The Peace Commission wants to convene a Joint Implementation Coordination Meeting (JICM), which is usually attended by leaders of the government, the Tatmadaw (military) and the 10 ethnic armed groups that have signed the Nationwide Ceasefire Agreement (NCA).
The proposal for the meeting was put forward during talks between government negotiators and representatives of the 10 groups on Tuesday, an official privy to the meeting said.
“October 15 is the fourth anniversary of the NCA, so we want to re-start the JICM officially,” he said.
The JICM makes the final decisions on issues related to the peace process discussed in the Union Peace Dialogue Joint Committee and Joint Ceasefire Monitoring Committee.
Since 2015, the JICM has met seven times, most recently in February 2018.
State Counsellor Daw Aung San Suu Kyi, Deputy Commander-in-Chief Vice Senior General Soe Win, and the leaders of the 10 groups attended the previous JICMs.
Colonel Khun Oakkar, leader of the Pa-O National Liberation Organisation, said that the groups want to hold a JICM as soon as possible.

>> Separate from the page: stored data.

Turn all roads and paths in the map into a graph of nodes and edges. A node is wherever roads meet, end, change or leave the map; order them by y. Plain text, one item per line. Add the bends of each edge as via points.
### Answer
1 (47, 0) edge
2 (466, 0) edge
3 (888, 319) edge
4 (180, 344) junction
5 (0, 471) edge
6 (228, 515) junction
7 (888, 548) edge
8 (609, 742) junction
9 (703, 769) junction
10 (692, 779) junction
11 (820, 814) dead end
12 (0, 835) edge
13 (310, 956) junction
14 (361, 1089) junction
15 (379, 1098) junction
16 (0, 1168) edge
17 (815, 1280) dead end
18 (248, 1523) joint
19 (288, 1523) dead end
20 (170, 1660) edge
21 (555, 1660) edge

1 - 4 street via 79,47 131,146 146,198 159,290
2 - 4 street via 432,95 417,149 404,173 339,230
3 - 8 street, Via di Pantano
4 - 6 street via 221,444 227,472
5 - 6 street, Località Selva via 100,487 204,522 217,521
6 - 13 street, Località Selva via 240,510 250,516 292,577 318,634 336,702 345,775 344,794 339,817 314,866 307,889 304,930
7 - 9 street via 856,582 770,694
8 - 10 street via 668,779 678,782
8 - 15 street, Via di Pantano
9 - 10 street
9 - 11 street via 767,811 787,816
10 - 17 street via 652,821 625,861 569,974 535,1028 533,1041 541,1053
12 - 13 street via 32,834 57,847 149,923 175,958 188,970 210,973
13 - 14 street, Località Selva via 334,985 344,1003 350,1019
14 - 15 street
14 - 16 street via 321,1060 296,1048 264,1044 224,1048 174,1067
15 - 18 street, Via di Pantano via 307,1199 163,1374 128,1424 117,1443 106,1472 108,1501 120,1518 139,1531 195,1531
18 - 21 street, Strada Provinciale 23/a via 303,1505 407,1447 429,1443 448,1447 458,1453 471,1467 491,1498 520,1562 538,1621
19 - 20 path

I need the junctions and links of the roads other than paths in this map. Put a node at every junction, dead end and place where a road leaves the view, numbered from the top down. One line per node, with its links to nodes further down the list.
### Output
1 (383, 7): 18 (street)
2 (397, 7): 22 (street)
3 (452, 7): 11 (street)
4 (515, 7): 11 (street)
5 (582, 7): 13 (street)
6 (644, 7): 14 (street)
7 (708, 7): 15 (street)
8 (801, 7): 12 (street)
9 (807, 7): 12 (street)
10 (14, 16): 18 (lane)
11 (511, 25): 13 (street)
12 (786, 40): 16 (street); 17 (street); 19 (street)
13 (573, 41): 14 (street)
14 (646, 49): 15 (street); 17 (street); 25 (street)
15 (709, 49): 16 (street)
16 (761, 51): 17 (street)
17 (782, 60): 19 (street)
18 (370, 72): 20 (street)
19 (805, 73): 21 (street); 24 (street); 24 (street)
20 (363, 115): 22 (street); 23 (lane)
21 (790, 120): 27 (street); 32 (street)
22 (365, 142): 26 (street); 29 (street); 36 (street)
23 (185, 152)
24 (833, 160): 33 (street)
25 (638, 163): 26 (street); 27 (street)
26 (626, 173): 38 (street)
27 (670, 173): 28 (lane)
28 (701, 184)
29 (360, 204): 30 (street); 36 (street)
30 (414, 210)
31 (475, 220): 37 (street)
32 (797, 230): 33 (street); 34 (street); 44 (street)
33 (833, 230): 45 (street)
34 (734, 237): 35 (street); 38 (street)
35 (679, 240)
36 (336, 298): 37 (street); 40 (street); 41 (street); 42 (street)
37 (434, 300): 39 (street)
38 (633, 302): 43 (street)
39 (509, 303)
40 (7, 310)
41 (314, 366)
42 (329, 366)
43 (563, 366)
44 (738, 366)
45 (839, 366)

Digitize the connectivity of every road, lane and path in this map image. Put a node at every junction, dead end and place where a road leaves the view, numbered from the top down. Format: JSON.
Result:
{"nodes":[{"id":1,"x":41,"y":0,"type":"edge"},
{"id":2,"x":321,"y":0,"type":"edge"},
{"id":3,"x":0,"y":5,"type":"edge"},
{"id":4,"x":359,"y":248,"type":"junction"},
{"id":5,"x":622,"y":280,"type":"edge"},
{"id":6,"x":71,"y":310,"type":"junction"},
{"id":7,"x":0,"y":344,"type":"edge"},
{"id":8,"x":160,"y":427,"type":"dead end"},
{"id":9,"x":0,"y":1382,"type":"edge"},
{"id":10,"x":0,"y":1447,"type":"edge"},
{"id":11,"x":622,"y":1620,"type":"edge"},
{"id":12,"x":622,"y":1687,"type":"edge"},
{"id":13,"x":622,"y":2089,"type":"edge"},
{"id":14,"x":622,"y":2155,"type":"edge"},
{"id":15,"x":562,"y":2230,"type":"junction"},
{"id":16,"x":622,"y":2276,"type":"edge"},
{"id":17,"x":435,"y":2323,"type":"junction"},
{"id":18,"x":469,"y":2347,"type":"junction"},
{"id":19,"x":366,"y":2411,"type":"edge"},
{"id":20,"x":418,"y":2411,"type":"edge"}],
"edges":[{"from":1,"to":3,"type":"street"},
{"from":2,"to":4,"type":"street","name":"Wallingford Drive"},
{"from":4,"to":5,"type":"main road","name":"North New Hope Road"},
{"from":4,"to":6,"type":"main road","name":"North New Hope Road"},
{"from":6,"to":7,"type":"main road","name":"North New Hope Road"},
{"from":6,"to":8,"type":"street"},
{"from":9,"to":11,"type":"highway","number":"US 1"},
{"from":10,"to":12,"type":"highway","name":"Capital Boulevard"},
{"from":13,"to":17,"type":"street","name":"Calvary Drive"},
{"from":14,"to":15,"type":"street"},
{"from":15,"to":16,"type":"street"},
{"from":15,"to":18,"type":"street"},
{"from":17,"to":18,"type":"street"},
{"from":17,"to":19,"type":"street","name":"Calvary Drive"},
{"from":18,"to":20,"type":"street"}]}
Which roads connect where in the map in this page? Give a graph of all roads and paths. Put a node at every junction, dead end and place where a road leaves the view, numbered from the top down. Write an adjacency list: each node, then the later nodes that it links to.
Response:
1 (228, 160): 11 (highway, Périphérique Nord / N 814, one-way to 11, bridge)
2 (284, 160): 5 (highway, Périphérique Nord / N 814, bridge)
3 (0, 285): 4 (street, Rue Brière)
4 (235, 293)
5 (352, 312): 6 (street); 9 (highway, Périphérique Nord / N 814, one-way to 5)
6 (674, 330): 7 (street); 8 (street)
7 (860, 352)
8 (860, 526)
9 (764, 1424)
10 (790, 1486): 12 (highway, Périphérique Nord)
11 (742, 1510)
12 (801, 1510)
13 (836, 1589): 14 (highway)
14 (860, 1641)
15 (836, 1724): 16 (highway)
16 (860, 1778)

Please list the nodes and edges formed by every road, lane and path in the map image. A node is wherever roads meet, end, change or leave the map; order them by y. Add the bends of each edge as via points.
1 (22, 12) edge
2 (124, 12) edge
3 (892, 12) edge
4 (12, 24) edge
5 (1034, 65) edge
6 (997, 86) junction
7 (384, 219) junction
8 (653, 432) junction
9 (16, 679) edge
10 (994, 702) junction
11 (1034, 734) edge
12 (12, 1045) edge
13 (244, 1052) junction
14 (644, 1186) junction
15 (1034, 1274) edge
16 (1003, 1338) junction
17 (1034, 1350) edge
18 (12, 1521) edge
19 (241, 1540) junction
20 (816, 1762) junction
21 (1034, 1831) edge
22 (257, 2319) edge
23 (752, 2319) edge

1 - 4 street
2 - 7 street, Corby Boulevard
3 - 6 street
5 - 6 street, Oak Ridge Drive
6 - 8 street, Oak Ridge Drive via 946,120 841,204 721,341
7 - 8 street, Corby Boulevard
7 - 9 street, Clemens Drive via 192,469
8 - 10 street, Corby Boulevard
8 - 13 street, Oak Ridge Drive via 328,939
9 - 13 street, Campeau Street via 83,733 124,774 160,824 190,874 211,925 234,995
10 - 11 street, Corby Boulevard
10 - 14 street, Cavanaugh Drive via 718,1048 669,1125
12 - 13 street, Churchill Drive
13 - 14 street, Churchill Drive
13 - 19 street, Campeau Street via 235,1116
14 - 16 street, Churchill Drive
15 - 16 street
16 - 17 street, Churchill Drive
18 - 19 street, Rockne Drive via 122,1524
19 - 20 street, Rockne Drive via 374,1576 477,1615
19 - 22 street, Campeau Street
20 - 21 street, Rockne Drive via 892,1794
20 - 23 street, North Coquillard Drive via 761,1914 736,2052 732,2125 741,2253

“However, before holding it, we need to discuss what will be submitted to the JICM. If not, it will just be a waste of time,” he said.
The government wants to hold the fourth session of the 21st Century Panglong Peace Conference in 2020, so it is trying to end the current deadlock, according to analysts.
Myanmar Attorney General U Tun Tun Oo, vice chair of the National Reconciliation and Peace Centre, said it is important for all parties to agree at the next round of the conference on establishing a democratic federal union, on a ceasefire, and on the basic principles of democracy and federalism.
“The main point is to restart official meetings and discussions that have been suspended for a long time,” he told the meeting.
The formal peace talks have been at a standstill since the Karen National Union and the Restoration Council of Shan State temporarily left the negotiations with the government in October 2018.